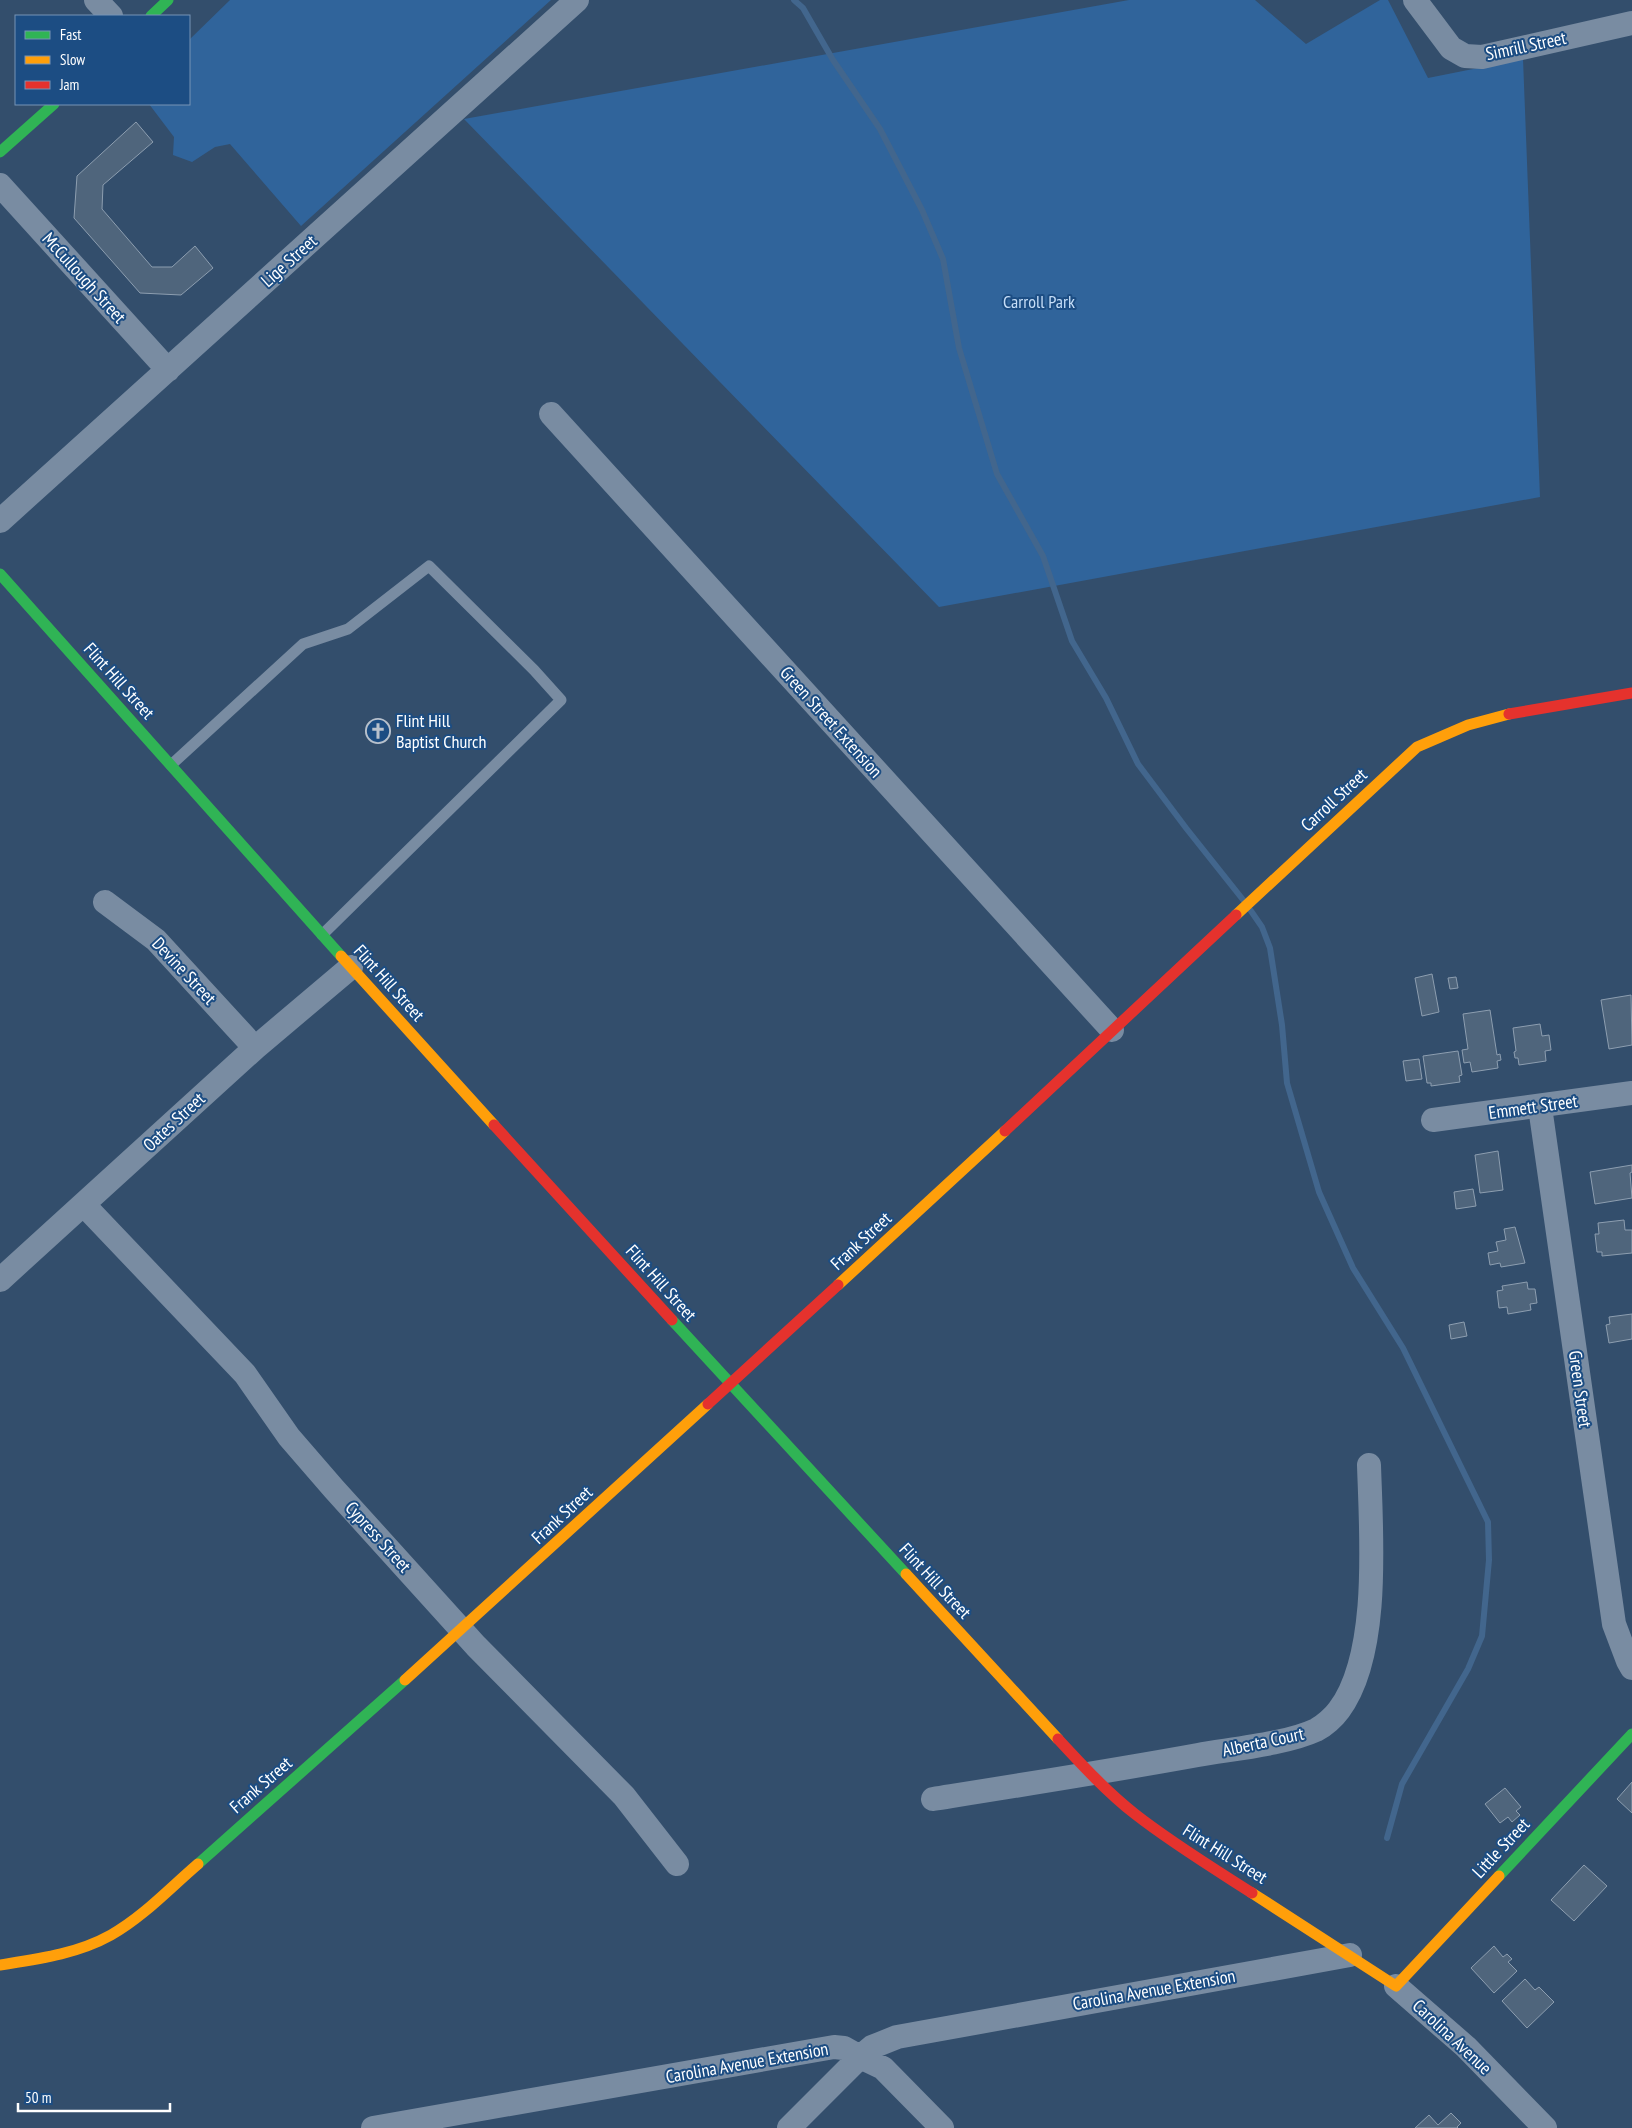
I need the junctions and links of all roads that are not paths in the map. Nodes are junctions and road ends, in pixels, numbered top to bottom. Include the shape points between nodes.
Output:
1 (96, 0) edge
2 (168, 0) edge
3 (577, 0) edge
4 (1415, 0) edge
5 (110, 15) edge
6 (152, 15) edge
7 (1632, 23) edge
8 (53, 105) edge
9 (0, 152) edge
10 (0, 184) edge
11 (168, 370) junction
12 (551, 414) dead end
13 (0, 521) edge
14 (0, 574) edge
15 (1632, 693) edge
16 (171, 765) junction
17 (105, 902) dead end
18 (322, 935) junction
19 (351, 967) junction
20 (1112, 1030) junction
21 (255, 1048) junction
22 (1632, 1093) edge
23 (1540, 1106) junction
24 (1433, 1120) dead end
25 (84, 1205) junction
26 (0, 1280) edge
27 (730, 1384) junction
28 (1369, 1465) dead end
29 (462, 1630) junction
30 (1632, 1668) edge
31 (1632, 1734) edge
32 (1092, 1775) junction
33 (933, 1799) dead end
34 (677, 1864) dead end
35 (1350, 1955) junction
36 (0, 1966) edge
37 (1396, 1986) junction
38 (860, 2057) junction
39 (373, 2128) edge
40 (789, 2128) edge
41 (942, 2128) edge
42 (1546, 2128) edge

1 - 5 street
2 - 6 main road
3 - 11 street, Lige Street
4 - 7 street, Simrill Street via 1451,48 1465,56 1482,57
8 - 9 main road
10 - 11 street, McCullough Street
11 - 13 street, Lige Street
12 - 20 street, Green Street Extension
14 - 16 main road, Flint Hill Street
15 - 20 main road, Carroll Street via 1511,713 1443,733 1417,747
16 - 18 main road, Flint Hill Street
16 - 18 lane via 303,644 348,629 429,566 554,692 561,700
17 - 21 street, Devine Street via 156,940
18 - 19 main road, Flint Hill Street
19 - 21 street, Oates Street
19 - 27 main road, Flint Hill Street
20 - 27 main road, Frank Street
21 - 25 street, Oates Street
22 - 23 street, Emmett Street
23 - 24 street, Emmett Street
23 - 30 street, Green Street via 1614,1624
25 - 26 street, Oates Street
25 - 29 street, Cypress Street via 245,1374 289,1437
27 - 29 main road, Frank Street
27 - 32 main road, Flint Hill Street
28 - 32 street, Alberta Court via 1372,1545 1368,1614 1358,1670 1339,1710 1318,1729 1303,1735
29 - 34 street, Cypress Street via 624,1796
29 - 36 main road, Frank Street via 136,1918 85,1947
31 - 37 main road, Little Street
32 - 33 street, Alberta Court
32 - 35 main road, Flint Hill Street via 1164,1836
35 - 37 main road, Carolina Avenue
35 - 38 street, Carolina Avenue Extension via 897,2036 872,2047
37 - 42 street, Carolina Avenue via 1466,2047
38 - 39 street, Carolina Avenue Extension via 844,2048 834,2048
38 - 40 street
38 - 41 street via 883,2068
****************************************
* _Action item_:
The answer must consist of every line from the entries that holds the string "Frank".

* _Exercise response_:
20 - 27 main road, Frank Street
27 - 29 main road, Frank Street
29 - 36 main road, Frank Street via 136,1918 85,1947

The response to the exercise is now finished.